After a freak accident, however, Kelsey’s name is leaked in a newspaper story and Lokesh finds them. A fight ensues, Ren is captured, and Kelsey and Kishan must flee back to India to pick up the quest where they left off. If they can complete the quest, then they can rescue Ren.
But can they rescue themselves from the attraction they feel for each other?
No longer a passenger
In my review of Book 1 – Tiger's Curse , I commented that I felt Kelsey was a bit of passenger. In Tiger's Curse she was given the Gada( a magical club like weapon) by the Goddess Durga. She was given the power to wield it but she spent most of the time letting Ren do the “manly” thumping and crushing. The answers to puzzles or mysteries that Kelsey had to figure out also seemed plucked out of the air, plot devices with no real chance for the reader to try and figure them out alongside Kelsey.
In Tiger's Quest, though, Kelsey is gifted additional weapons and is trained in their use by her Indian guardian Mr Kaddam and we start to see a more Buffy-esque character develop. The physical side of the quest also seems more equally shared between her and Kishan.
Now on the one hand you could argue that this is a natural progression of character…from insecure teen to a more self assured young woman. This is fantasy though and I have to ask, if she’s the chosen of Durga and she’s handed a weapon of great power, couldn’t she be granted the skill to use it.
Sufficed to say, Kelsey gets to kick butt in this book.

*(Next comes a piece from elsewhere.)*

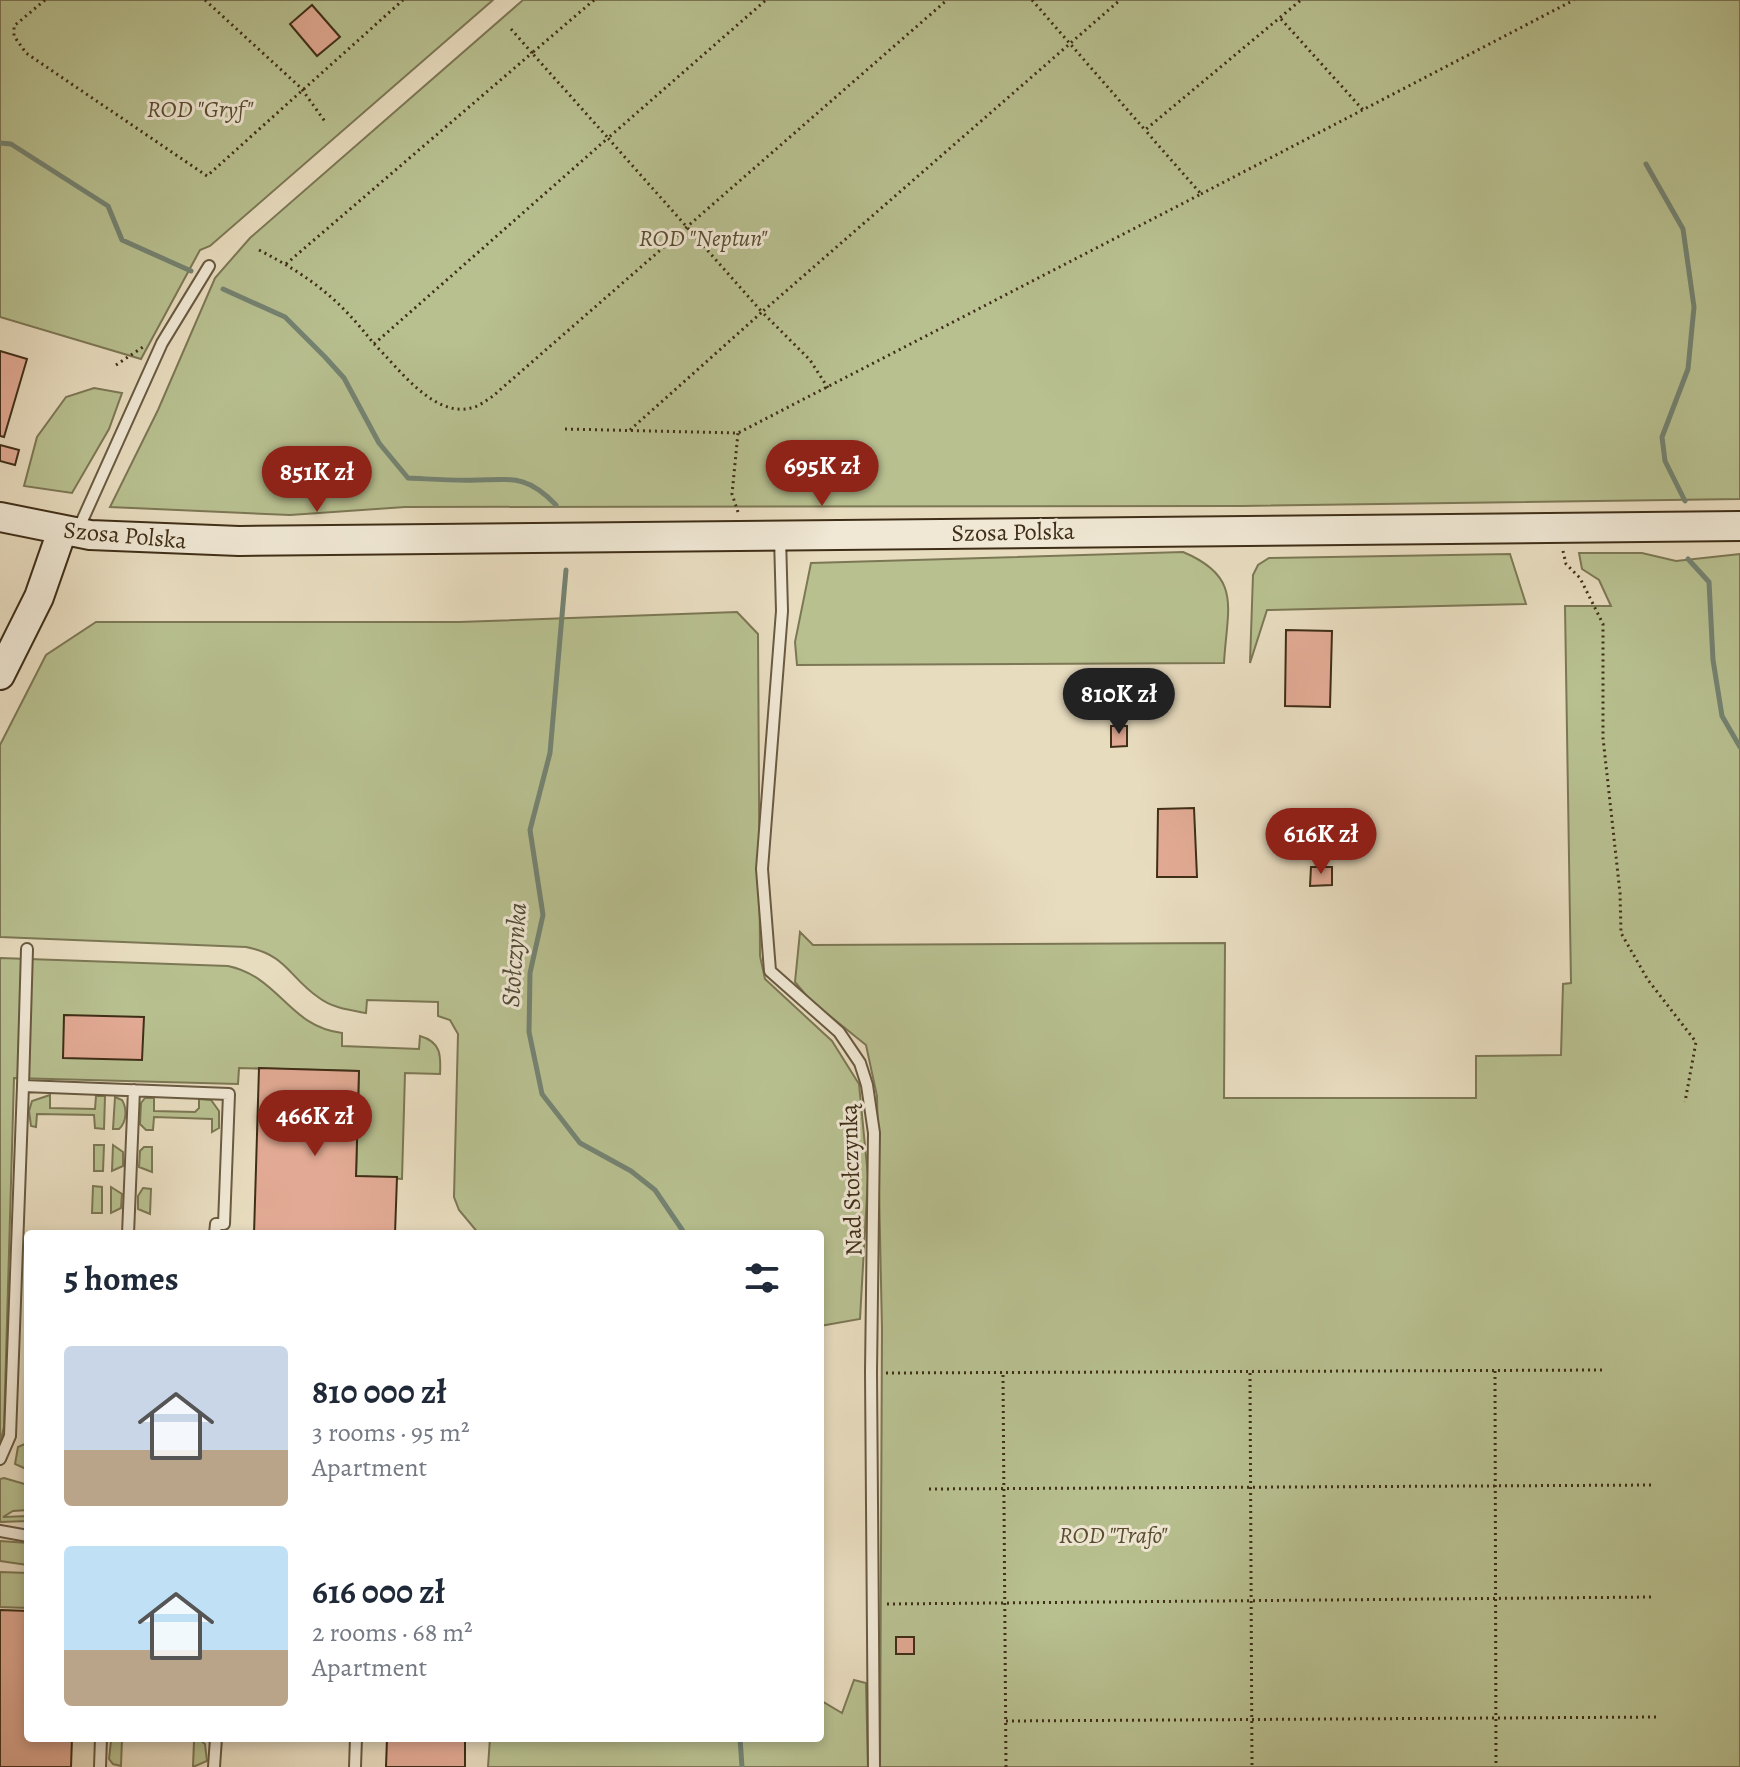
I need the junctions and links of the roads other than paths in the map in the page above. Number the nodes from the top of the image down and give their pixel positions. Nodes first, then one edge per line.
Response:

Juxtapositions upset my condition
I can see the loving research that has gone into this book, the cultural and travel information is comprehensive. Unfortunately I could see it too well. There’s an art to blending background colour into a novel and in a number of instances I found that I was dropped out of the story by ill-fitted blocks of information juxtaposed with the narrative. I won’t be as rude to say that some sections were copy and pasted from a travel guide but it felt that way. I am aware though that I am an experienced reader and might spot info dumps where younger less experienced readers might not notice or care. Nonetheless it irked me on more than one occasion.
The second juxtaposition, if you will, was the inclusion of other myths and legends – Biblical and Northern European alongside an epic Indian Fantasy. Again I can appreciate Houck’s love of history and culture but I found this adventure swung away from Indian myth and legend and roped in Noah’s ark Shangri-la, Fairies and Norse myth. It was a case of too many myths spoiling the broth. I lost the sense of the mysterious, the freshness, that comes with learning about a culture that I have no real background in.

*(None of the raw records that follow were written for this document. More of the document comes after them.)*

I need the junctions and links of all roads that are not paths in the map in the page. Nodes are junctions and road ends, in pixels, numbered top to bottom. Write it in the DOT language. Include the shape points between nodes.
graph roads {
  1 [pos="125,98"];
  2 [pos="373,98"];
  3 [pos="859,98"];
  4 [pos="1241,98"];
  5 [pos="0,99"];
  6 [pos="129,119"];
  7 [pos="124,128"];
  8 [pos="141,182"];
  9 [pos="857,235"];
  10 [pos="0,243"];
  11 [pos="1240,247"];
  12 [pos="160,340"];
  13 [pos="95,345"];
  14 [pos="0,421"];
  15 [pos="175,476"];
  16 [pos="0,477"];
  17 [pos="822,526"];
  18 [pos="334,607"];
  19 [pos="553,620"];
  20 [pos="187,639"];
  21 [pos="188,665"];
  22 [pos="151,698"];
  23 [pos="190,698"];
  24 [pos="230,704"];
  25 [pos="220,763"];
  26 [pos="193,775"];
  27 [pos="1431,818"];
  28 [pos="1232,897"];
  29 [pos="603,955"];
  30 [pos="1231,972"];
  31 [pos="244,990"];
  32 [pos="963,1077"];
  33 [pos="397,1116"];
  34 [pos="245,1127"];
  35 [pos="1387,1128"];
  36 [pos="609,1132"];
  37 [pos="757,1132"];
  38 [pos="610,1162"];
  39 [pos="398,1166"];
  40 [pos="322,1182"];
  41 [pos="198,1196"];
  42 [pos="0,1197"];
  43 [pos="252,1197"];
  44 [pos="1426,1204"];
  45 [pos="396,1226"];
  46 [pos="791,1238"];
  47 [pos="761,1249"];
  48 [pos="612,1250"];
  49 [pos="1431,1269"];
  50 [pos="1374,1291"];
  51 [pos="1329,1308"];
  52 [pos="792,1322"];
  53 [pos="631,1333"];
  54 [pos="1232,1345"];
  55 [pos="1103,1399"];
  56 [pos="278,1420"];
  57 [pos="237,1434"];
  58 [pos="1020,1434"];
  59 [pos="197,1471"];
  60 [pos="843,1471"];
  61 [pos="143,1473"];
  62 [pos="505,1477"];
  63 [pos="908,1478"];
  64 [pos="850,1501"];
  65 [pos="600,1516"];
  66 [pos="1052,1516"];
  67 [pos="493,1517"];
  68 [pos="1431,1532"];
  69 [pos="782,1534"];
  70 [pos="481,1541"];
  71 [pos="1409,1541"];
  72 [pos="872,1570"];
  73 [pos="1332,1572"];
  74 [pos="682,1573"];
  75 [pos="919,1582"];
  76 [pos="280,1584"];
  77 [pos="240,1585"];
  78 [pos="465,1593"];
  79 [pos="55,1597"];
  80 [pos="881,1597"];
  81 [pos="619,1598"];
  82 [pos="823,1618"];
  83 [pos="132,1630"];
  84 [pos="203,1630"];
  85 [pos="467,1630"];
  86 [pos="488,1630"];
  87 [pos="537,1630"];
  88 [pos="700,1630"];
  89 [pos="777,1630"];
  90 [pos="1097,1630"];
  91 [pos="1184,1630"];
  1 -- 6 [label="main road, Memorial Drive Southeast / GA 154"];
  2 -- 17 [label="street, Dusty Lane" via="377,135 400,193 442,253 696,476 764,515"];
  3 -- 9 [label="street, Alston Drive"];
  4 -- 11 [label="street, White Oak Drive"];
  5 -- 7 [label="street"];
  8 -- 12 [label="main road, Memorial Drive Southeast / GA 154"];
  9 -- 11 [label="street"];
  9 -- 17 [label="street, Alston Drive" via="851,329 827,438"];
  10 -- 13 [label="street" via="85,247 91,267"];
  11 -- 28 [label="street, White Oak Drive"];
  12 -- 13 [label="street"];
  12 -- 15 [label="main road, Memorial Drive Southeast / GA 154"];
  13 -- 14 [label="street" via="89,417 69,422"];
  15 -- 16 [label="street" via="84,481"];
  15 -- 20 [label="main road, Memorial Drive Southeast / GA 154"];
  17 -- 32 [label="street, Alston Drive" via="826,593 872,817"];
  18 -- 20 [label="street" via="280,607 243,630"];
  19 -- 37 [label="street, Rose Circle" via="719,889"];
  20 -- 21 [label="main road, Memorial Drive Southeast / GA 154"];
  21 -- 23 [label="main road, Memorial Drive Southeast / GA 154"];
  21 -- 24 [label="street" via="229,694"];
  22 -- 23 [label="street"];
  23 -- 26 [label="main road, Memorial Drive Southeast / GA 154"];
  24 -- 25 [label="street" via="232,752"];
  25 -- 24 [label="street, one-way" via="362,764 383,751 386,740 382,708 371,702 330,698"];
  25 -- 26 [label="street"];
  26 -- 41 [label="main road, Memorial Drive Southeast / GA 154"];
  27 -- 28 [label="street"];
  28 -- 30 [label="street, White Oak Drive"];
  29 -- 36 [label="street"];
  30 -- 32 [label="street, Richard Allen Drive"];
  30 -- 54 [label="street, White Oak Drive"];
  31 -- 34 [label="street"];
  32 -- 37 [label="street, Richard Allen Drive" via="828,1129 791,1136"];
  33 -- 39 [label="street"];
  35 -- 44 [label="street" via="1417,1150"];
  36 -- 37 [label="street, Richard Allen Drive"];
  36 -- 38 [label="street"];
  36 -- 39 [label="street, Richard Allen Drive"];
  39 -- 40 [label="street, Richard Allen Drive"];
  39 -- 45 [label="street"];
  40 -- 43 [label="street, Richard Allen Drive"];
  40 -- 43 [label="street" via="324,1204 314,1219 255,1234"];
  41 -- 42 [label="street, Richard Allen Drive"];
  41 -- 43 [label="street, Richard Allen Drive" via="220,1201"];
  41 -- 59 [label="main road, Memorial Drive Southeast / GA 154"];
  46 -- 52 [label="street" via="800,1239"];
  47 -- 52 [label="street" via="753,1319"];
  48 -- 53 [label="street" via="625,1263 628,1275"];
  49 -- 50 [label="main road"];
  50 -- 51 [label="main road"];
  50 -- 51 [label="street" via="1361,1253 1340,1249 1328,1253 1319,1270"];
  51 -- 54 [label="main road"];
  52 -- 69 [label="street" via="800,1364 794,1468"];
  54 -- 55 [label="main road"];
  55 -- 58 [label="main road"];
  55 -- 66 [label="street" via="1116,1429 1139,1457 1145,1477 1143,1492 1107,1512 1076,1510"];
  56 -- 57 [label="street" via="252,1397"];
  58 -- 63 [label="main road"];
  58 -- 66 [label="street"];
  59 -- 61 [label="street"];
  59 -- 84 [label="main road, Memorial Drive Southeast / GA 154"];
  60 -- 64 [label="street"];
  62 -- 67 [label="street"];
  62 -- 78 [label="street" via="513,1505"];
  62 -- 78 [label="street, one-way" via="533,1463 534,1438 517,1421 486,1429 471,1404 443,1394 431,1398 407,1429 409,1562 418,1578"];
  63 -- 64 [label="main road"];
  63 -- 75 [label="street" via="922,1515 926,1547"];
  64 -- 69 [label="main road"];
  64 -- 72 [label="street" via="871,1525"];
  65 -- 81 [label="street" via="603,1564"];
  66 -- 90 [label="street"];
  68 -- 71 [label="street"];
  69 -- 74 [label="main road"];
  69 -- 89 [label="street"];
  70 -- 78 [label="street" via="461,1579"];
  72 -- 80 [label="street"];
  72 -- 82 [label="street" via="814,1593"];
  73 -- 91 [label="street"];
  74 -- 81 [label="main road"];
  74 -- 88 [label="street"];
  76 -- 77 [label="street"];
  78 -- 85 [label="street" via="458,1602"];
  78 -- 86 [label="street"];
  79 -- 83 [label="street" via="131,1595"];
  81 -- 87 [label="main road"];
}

Finally I had trouble in the believability of Kelsey’s relationship with Ren. She pines for him romantically but I didn’t feel a strong sense of concern for his wellbeing. She seems more worried about the presence of Kishan and developing feelings for him than fearing for Ren being tortured at the hands of Lokesh. Perhaps this was a pacing issue?

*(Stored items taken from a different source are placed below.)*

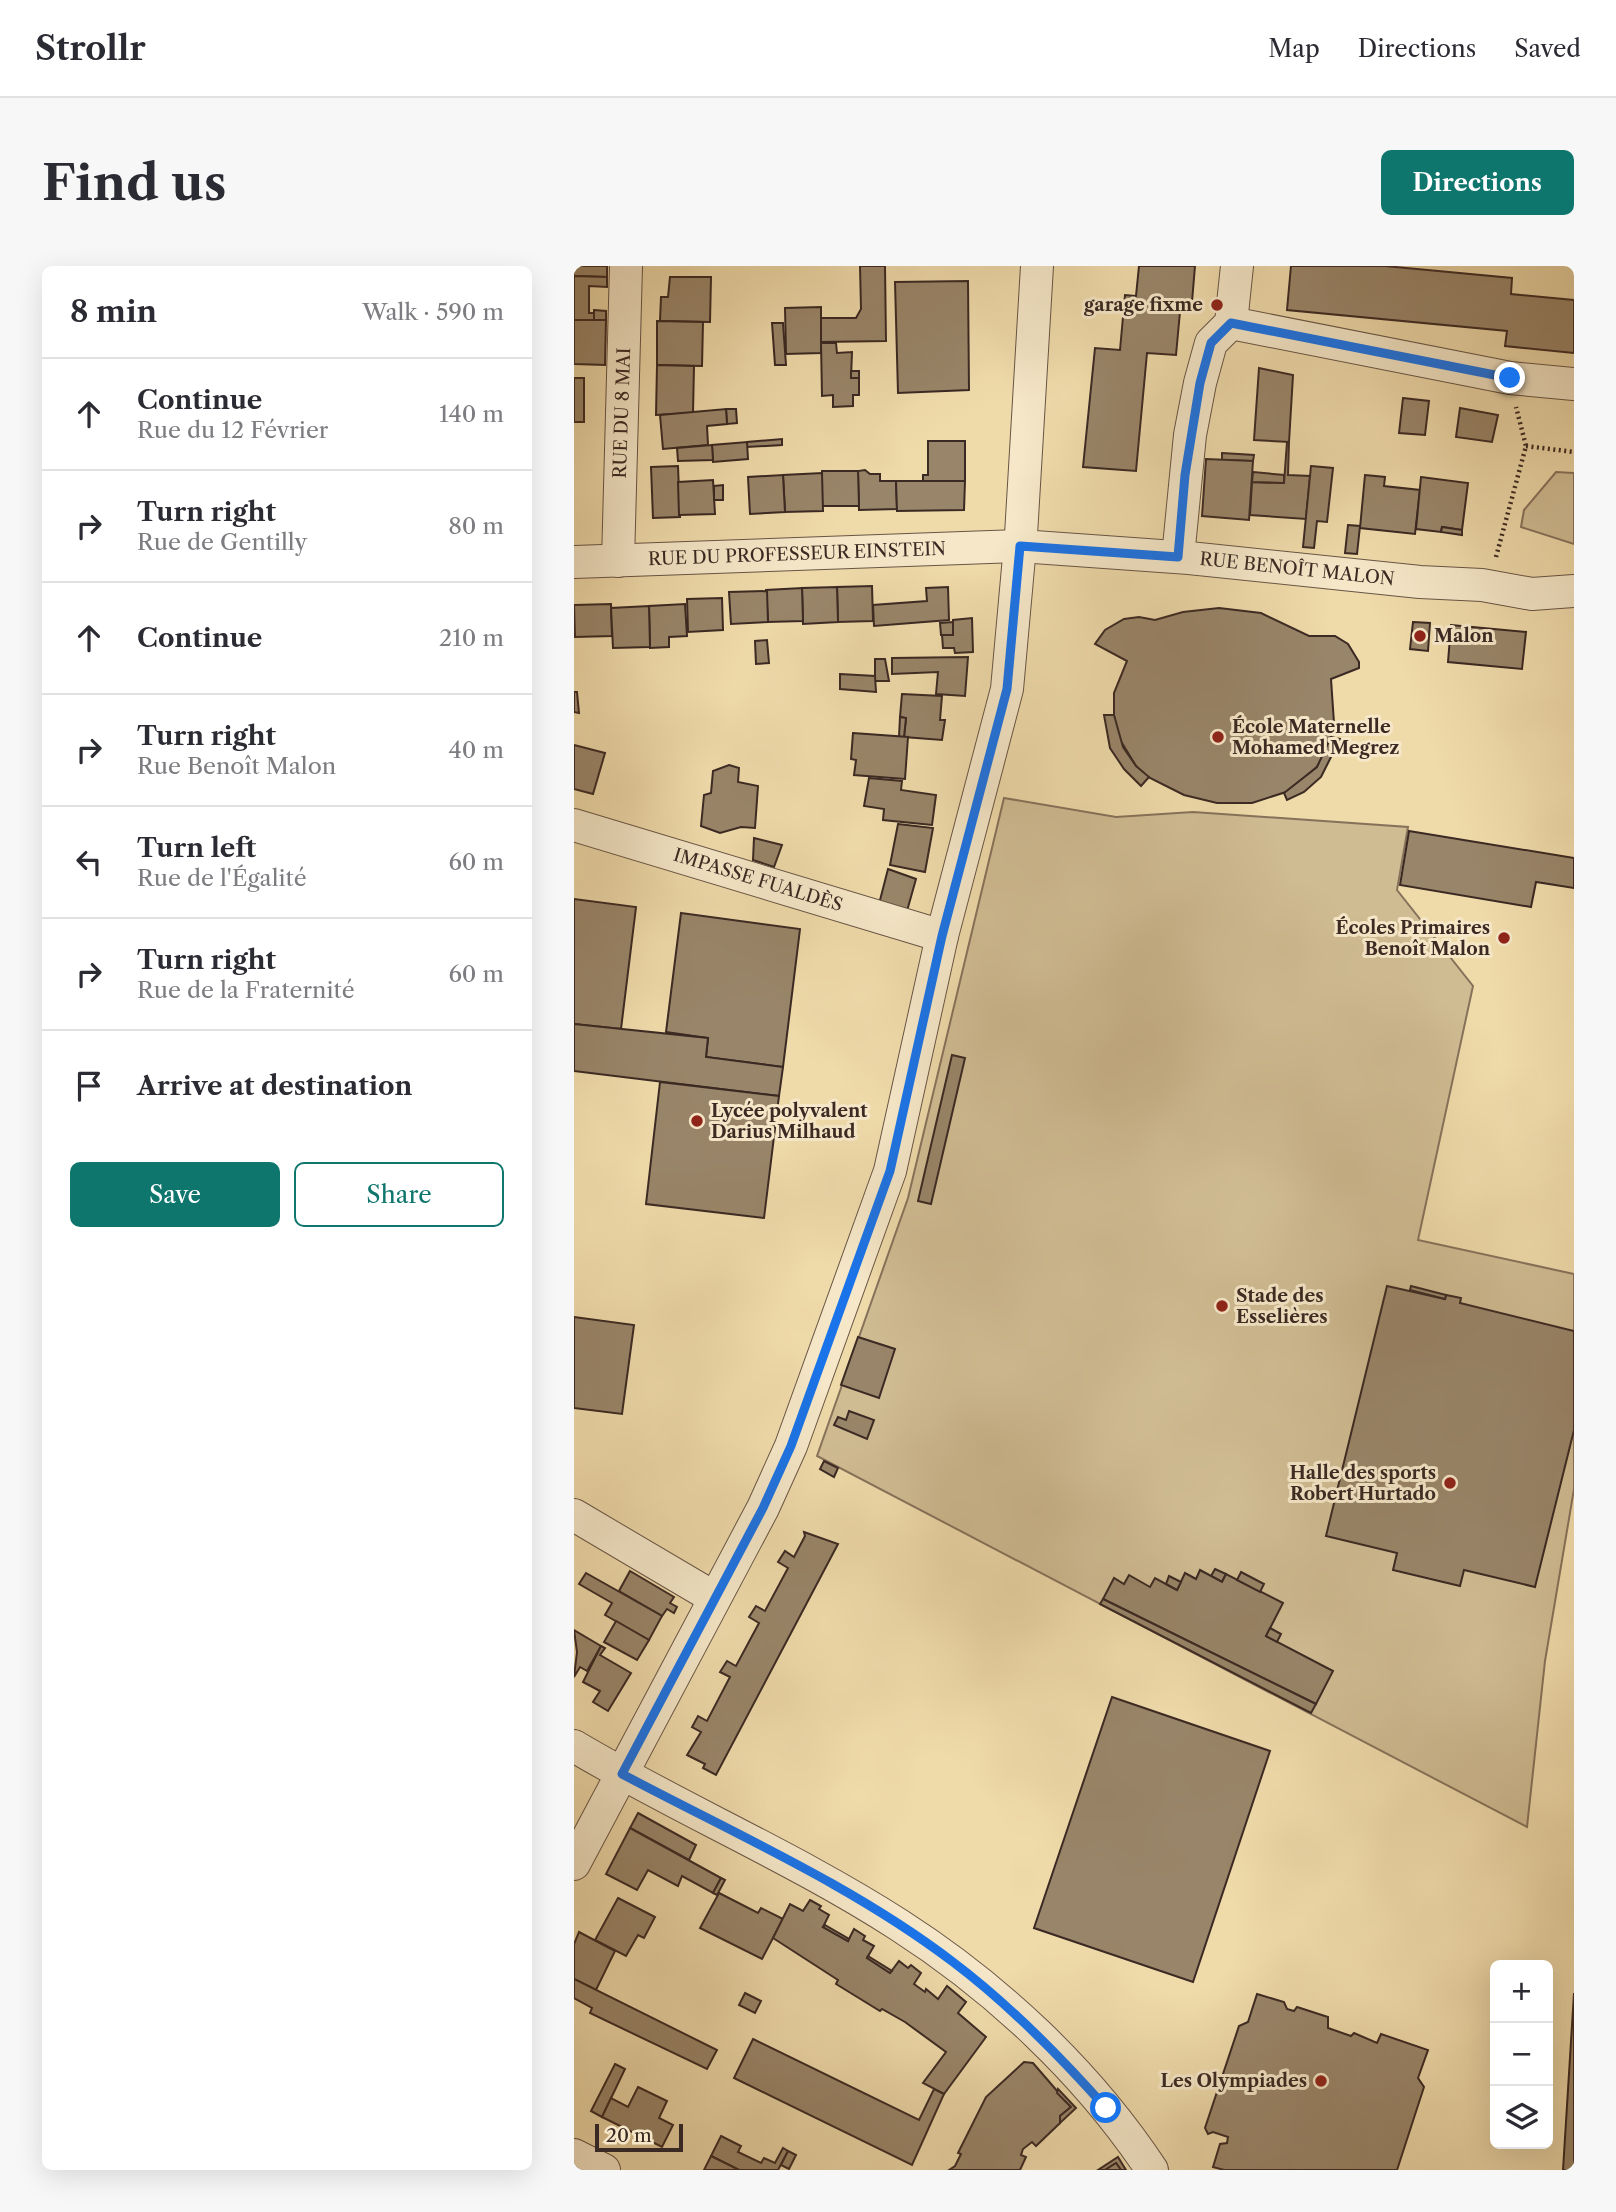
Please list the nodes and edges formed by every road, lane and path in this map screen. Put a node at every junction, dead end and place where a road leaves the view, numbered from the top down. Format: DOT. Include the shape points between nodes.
graph roads {
  1 [pos="626,266"];
  2 [pos="1037,266"];
  3 [pos="1237,266"];
  4 [pos="1231,323"];
  5 [pos="1574,384"];
  6 [pos="1515,402"];
  7 [pos="1527,446"];
  8 [pos="1574,452"];
  9 [pos="1020,546"];
  10 [pos="1178,557"];
  11 [pos="1495,558"];
  12 [pos="618,561"];
  13 [pos="574,562"];
  14 [pos="1574,591"];
  15 [pos="574,825"];
  16 [pos="942,936"];
  17 [pos="574,1515"];
  18 [pos="713,1597"];
  19 [pos="574,1746"];
  20 [pos="622,1774"];
  21 [pos="574,1864"];
  22 [pos="574,2155"];
  23 [pos="604,2170"];
  24 [pos="1152,2170"];
  1 -- 12 [label="street, RUE DU 8 MAI"];
  2 -- 9 [label="street"];
  3 -- 4 [label="street"];
  4 -- 5 [label="street" via="1510,378"];
  4 -- 10 [label="street" via="1211,343 1200,383"];
  6 -- 7 [label="path"];
  7 -- 8 [label="path"];
  7 -- 11 [label="path"];
  9 -- 10 [label="street, RUE BENOÎT MALON"];
  9 -- 12 [label="street, RUE DU PROFESSEUR EINSTEIN"];
  9 -- 16 [label="street" via="1007,689"];
  10 -- 14 [label="street, RUE BENOÎT MALON" via="1420,583 1482,585 1532,594"];
  12 -- 13 [label="street, RUE DU PROFESSEUR EINSTEIN"];
  15 -- 16 [label="street, IMPASSE FUALDÈS"];
  16 -- 18 [label="street" via="890,1171 791,1446 763,1508"];
  17 -- 18 [label="street"];
  18 -- 20 [label="street"];
  19 -- 20 [label="street"];
  20 -- 21 [label="street"];
  20 -- 24 [label="street" via="845,1893 952,1961 999,1999 1077,2075"];
  22 -- 23 [label="street"];
}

Ruminations and recommendations
So it’s no surprise then to find Tiger's Quest isn’t my cup of tea. As a young adult adventure I find it a bit long. I think it could have been a hundred pages shorter and moved a bit quicker. I don’t mind a good romance but I felt the dates Kelsey endures at the beginning were a bit superfluous.
It’s a good safe read for your teen, nothing past a kiss and a cuddle.